** DATA SUPPLIED **

+---+

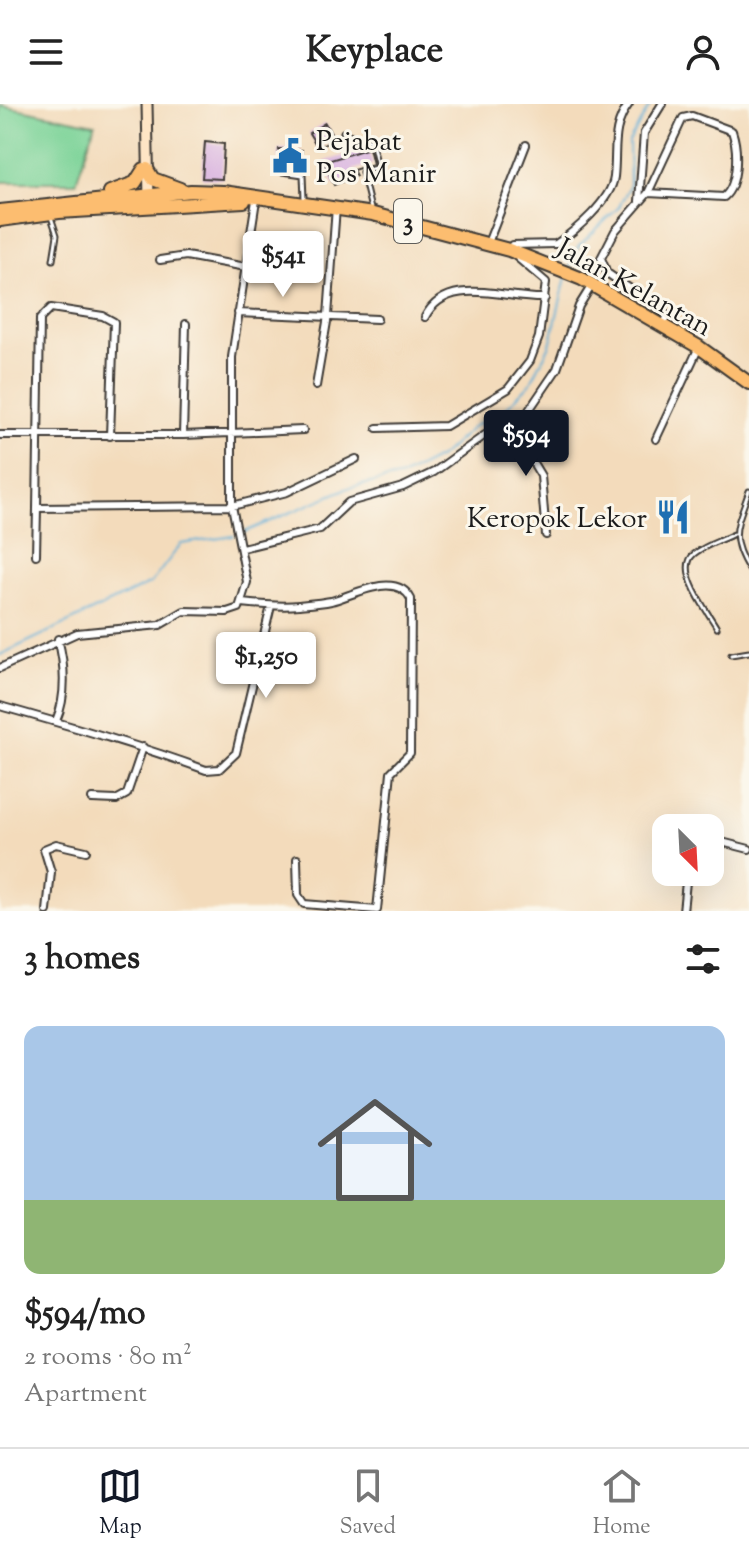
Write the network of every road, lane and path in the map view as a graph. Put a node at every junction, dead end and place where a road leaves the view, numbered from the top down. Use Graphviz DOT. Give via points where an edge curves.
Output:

+---+

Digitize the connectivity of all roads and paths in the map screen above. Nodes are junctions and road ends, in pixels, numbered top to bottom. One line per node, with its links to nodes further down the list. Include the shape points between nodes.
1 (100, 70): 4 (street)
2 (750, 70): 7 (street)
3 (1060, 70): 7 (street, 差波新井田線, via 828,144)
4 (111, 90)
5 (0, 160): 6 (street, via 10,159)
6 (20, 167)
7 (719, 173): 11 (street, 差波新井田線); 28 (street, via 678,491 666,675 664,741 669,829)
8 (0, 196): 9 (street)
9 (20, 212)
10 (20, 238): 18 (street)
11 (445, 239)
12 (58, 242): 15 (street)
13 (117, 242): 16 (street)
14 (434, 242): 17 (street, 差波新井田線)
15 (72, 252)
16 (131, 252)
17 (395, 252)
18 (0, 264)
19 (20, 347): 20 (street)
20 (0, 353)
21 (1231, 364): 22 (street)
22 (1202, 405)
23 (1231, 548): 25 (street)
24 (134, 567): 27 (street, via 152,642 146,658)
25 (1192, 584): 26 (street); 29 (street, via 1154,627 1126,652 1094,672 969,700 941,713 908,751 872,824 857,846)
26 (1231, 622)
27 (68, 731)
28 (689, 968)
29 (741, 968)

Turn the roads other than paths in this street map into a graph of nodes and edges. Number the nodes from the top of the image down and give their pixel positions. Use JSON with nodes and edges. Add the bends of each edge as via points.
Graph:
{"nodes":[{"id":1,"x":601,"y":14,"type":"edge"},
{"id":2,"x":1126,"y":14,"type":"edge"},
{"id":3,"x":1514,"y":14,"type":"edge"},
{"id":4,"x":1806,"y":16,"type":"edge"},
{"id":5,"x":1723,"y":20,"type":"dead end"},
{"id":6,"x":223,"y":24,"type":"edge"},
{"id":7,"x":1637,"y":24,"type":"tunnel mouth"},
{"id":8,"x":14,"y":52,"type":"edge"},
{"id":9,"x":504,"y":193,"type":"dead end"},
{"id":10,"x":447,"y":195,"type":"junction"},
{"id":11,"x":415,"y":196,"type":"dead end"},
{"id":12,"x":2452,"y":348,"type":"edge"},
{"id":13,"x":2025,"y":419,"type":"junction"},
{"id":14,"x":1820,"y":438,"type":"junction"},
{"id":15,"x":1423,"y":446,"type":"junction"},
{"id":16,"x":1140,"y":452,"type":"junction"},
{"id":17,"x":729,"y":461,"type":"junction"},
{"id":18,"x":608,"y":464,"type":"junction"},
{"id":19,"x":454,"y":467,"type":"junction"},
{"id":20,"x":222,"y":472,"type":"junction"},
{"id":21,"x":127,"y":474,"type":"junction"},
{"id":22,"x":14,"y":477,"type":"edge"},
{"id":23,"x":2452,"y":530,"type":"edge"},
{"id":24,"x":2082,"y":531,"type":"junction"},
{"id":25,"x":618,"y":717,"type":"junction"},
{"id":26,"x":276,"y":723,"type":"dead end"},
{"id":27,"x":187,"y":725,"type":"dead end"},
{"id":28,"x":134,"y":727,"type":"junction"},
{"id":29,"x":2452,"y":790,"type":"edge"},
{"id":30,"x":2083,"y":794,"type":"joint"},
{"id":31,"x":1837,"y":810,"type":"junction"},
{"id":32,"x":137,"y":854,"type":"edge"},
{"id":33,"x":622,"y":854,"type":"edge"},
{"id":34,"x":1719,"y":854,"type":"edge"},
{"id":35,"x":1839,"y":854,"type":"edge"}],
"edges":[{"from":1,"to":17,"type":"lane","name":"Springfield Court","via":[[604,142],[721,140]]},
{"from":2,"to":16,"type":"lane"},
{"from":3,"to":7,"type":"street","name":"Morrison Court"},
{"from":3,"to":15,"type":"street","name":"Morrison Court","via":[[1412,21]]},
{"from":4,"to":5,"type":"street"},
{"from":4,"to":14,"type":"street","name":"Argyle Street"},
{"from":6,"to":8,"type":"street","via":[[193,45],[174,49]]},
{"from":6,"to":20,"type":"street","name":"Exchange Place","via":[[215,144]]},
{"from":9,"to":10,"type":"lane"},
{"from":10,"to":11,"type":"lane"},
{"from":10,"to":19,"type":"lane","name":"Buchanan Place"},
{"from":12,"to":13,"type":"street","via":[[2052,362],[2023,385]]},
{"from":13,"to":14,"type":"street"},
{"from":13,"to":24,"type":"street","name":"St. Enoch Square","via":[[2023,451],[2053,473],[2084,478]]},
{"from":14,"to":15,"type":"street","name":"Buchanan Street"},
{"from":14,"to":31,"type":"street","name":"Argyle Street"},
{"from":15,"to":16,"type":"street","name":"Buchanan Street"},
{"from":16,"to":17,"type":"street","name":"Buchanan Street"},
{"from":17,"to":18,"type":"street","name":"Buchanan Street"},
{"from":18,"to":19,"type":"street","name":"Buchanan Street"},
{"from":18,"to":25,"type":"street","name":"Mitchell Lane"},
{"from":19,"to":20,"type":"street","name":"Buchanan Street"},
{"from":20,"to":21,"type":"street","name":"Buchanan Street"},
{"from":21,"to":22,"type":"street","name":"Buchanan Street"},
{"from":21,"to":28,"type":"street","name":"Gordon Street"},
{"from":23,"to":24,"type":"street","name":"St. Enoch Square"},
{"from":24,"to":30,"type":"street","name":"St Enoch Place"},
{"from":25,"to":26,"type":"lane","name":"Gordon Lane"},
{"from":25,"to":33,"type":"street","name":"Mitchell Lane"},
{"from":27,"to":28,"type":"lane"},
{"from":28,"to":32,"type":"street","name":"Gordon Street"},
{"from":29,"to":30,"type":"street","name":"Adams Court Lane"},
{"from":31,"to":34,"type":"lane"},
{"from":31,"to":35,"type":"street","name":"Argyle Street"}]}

+---+

** EXERCISE AIM **
Your answer must be the lines above from the one containing "Digitize the connectivity" to the one containing "Turn the roads", both included, restated word for word.

** RESULT OF THIS EXERCISE **
Digitize the connectivity of all roads and paths in the map screen above. Nodes are junctions and road ends, in pixels, numbered top to bottom. One line per node, with its links to nodes further down the list. Include the shape points between nodes.
1 (100, 70): 4 (street)
2 (750, 70): 7 (street)
3 (1060, 70): 7 (street, 差波新井田線, via 828,144)
4 (111, 90)
5 (0, 160): 6 (street, via 10,159)
6 (20, 167)
7 (719, 173): 11 (street, 差波新井田線); 28 (street, via 678,491 666,675 664,741 669,829)
8 (0, 196): 9 (street)
9 (20, 212)
10 (20, 238): 18 (street)
11 (445, 239)
12 (58, 242): 15 (street)
13 (117, 242): 16 (street)
14 (434, 242): 17 (street, 差波新井田線)
15 (72, 252)
16 (131, 252)
17 (395, 252)
18 (0, 264)
19 (20, 347): 20 (street)
20 (0, 353)
21 (1231, 364): 22 (street)
22 (1202, 405)
23 (1231, 548): 25 (street)
24 (134, 567): 27 (street, via 152,642 146,658)
25 (1192, 584): 26 (street); 29 (street, via 1154,627 1126,652 1094,672 969,700 941,713 908,751 872,824 857,846)
26 (1231, 622)
27 (68, 731)
28 (689, 968)
29 (741, 968)

Turn the roads other than paths in this street map into a graph of nodes and edges. Number the nodes from the top of the image down and give their pixel positions. Use JSON with nodes and edges. Add the bends of each edge as via points.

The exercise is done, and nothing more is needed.